Sarah Gerard: I always felt a misfit, and at some point I decided to embrace it—which is not to say it doesn’t still cause pain. The residual pain of being a misfit throughout my life resurfaces in particular stories, and those are the stories I decided to pursue.
Melissa Febos: I think when I started feeling weird, it was the beginning . . . maybe because my mom was a bisexual Buddhist feminist psychotherapist and my dad was a sea captain. We didn’t eat meat or watch TV. People did not understand any of those things. I have come to see it as this compulsory allegiance to what I am. I dropped out of high school when I was 14. But it wasn’t confidence; it’s just that was the only thing on the menu or me. I could not bear it. Similar to how later I would try to work in offices and I would just want to lie down and die overcome with this paralyzing lethargy. It’s not hyperbolic; I really couldn’t function.
Lidia Yuknavitch: I think a piece of misfitting has to do with our bodies, and living in a body—and this could be all kinds of people—that is literally pained by the cultural narratives coming at it. And in some ways, maybe that’s everybody, because the cultural narratives coming at us are idiotic. But for some of us, it’s acute, and some of us didn’t make it, so there’s that too. So next time you look out at the night sky say hello to those who didn’t make it.

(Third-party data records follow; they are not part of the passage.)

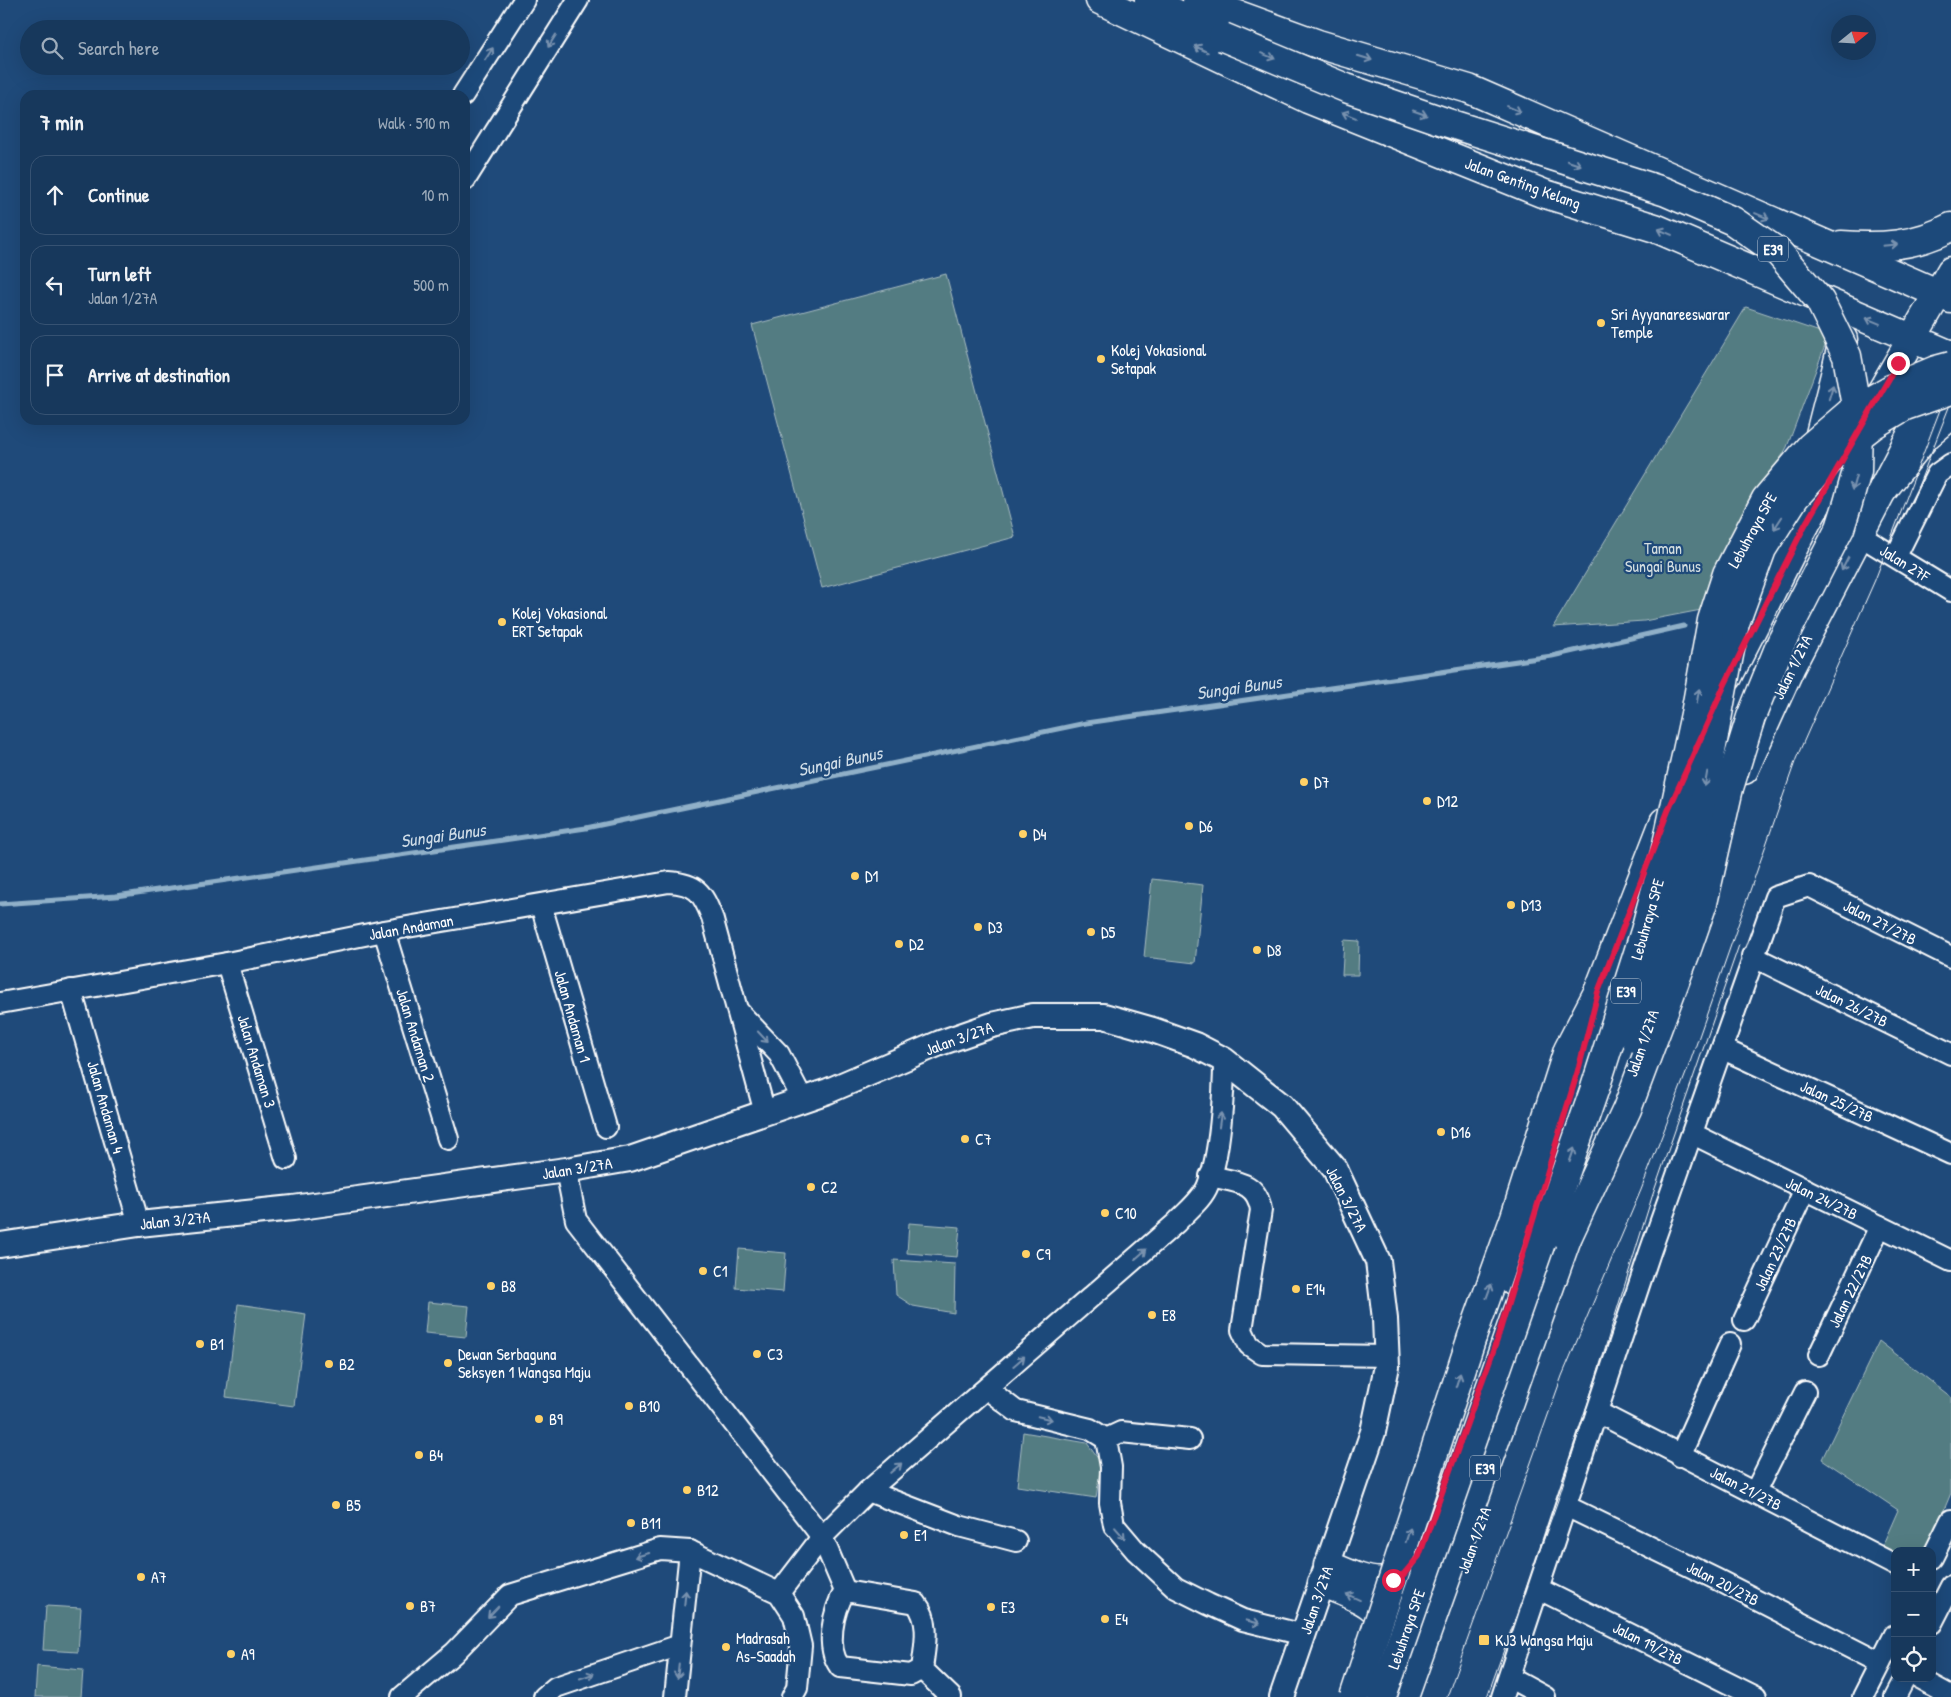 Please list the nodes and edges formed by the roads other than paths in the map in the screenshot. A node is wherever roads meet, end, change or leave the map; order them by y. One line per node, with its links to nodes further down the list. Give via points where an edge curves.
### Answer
1 (524, 0): 7 (street, one-way to 1)
2 (578, 0): 9 (street, one-way to 9)
3 (1100, 0): 8 (main road, Jalan Genting Kelang, one-way to 3, via 1269,81)
4 (1149, 0): 51 (main road, E39, one-way to 51, bridge, via 1223,37 1346,88 1666,192 1734,221 1779,253 1820,301 1847,356 1858,417 1857,471 1848,504 1840,528 1782,643 1751,717 1729,788 1703,903 1687,950 1627,1109)
5 (1197, 0): 6 (main road, one-way to 6, via 1318,44)
6 (1469, 89): 8 (main road, via 1489,115 1492,125 1490,136 1471,151); 11 (main road, one-way to 11)
7 (466, 90)
8 (1443, 153): 13 (main road, Jalan Genting Kelang, one-way to 8, via 1655,228 1542,193)
9 (470, 172)
10 (1951, 227): 11 (main road, one-way to 10, via 1889,246 1922,240)
11 (1824, 244): 12 (main road)
12 (1946, 288): 14 (main road)
13 (1833, 304): 14 (main road, Jalan Genting Kelang, one-way to 13); 23 (main road, one-way to 13, via 1806,495 1818,433 1837,373 1844,334)
14 (1913, 338): 15 (main road, Jalan Genting Kelang); 18 (main road)
15 (1951, 356): 19 (main road, Jalan 1/27A)
16 (1951, 366): 98 (main road, Lebuhraya SPE / E39, one-way to 16, bridge, via 1595,1088 1645,931 1693,724 1712,620 1727,574 1766,499 1810,447 1852,411 1890,389)
17 (1951, 390): 51 (main road, Lebuhraya SPE / E39, one-way to 51, bridge, via 1904,406 1833,456 1795,497 1762,549 1735,623 1685,875 1640,1026)
18 (1880, 393): 19 (main road, via 1899,382 1913,384 1920,391); 23 (main road)
19 (1923, 411): 22 (main road, Jalan 1/27A)
20 (1951, 415): 22 (main road, via 1926,436)
21 (1946, 473): 25 (street)
22 (1882, 491): 24 (main road, Jalan 1/27A)
23 (1805, 525): 33 (main road, via 1725,684 1668,811)
24 (1859, 535): 25 (street, Jalan 27F); 100 (main road, Jalan 1/27A, one-way to 100, via 1791,666 1733,796 1634,1066 1484,1512)
25 (1896, 556): 26 (street, Jalan 27F)
26 (1951, 591)
27 (541, 905): 28 (street, Jalan Andaman); 35 (street, Jalan Andaman, via 669,882 687,883 703,895 712,917); 41 (street, Jalan Andaman 1)
28 (384, 931): 31 (street, Jalan Andaman); 43 (street, Jalan Andaman 2)
29 (1752, 956): 30 (street, Jalan 27/27B, via 1775,897 1809,886); 36 (street); 37 (street, Jalan 26/27B)
30 (1951, 957)
31 (228, 963): 32 (street, Jalan Andaman); 45 (street, Jalan Andaman 3)
32 (71, 990): 34 (street, Jalan Andaman); 49 (street, Jalan Andaman 4)
33 (1598, 992): 72 (main road, via 1579,1067 1497,1340); 96 (main road, one-way to 33, bridge, via 1568,1050)
34 (0, 1004)
35 (735, 1008): 39 (street, Jalan Andaman, one-way to 39, via 778,1054); 40 (street, Jalan Andaman)
36 (1723, 1049): 42 (street); 44 (street, Jalan 25/27B)
37 (1951, 1054)
38 (1224, 1060): 39 (street, Jalan 3/27A, via 1194,1045 1104,1016 1033,1016 992,1024); 47 (street, one-way to 38, via 1224,1090); 57 (street, Jalan 3/27A, via 1282,1106 1335,1169 1378,1261)
39 (803, 1100): 40 (street, Jalan 3/27A)
40 (765, 1113): 46 (street, Jalan 3/27A, via 630,1159)
41 (606, 1128)
42 (1693, 1134): 48 (street, Jalan 24/27B); 60 (street)
43 (448, 1139)
44 (1951, 1154)
45 (286, 1159)
46 (566, 1170): 49 (street, Jalan 3/27A, via 293,1208); 68 (street, via 576,1220)
47 (1210, 1176): 57 (street, via 1247,1185 1259,1196 1261,1210 1242,1330 1249,1345 1262,1354); 58 (street, one-way to 47, via 1176,1224 1208,1187)
48 (1805, 1189): 50 (street, Jalan 24/27B); 54 (street, Jalan 23/27B)
49 (139, 1224): 52 (street, Jalan 3/27A)
50 (1880, 1226): 53 (street, Jalan 24/27B); 56 (street, Jalan 22/27B)
51 (1567, 1238): 99 (main road, Lebuhraya SPE / E39)
52 (0, 1246)
53 (1951, 1261)
54 (1744, 1320)
55 (1730, 1344): 63 (street)
56 (1819, 1355)
57 (1387, 1356): 74 (street, Jalan 3/27A, via 1373,1432)
58 (987, 1389): 61 (street, one-way to 61, via 1016,1411 1090,1429); 64 (street, one-way to 58)
59 (1805, 1392): 65 (street)
60 (1597, 1412): 63 (street, Jalan 21/27B); 66 (street)
61 (1106, 1439): 62 (street, via 1121,1432); 80 (street, one-way to 80, via 1114,1525 1136,1551 1176,1588 1243,1620)
62 (1190, 1439)
63 (1680, 1456): 65 (street, Jalan 21/27B)
64 (868, 1492): 68 (street); 69 (street, via 959,1526)
65 (1755, 1492): 73 (street, Jalan 21/27B)
66 (1566, 1506): 76 (street); 84 (street, Jalan 20/27B)
67 (1951, 1520): 70 (street)
68 (822, 1536): 77 (street); 78 (street)
69 (1016, 1541)
70 (1936, 1550)
71 (690, 1551): 78 (street); 82 (street, one-way to 71); 90 (street, one-way to 90, via 660,1550 510,1594 454,1653)
72 (1419, 1556): 74 (main road, via 1404,1574 1393,1580 1373,1582); 83 (main road)
73 (1891, 1563)
74 (1325, 1574): 80 (street, Jalan 3/27A); 83 (main road, one-way to 74, via 1384,1619)
75 (1950, 1588): 79 (street)
76 (1540, 1589): 86 (street); 103 (street, Jalan 19/27B)
77 (845, 1592): 85 (street, via 916,1603 924,1613 926,1632); 85 (street, via 837,1604 832,1640 834,1658 840,1667 911,1675)
78 (779, 1593): 93 (street, via 794,1616 800,1646 797,1688)
79 (1936, 1615)
80 (1304, 1635): 95 (street, Jalan 3/27A)
81 (1893, 1637): 84 (street)
82 (680, 1645): 91 (street, one-way to 82, via 556,1687); 92 (street, one-way to 92)
83 (1389, 1646): 97 (main road)
84 (1880, 1663): 104 (street)
85 (922, 1669): 94 (street)
86 (1510, 1678): 101 (street); 102 (street)
87 (1903, 1682): 105 (street)
88 (1925, 1682): 89 (street)
89 (1951, 1696)
90 (402, 1697)
91 (544, 1697)
92 (675, 1697)
93 (792, 1697)
94 (951, 1697)
95 (1282, 1697)
96 (1354, 1697)
97 (1371, 1697)
98 (1382, 1697)
99 (1404, 1697)
100 (1417, 1697)
101 (1502, 1697)
102 (1545, 1697)
103 (1756, 1697)
104 (1863, 1697)
105 (1895, 1697)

Emily Raboteau: Everybody is somewhere on the spectrum of feeling misfit. For me, it was feeling racially misfit because I’m the product of a biracial marriage. I have a black dad and a white mom, and I grew up in a town where that was unusual, so our family stood out. I felt like my body was supposed to be expressing something—hope and unity—that has actually failed.
I think anybody who has become an artist has learned to claim being a misfit as something that’s cool. Standing outside of the frame is part of what enables us to have insight.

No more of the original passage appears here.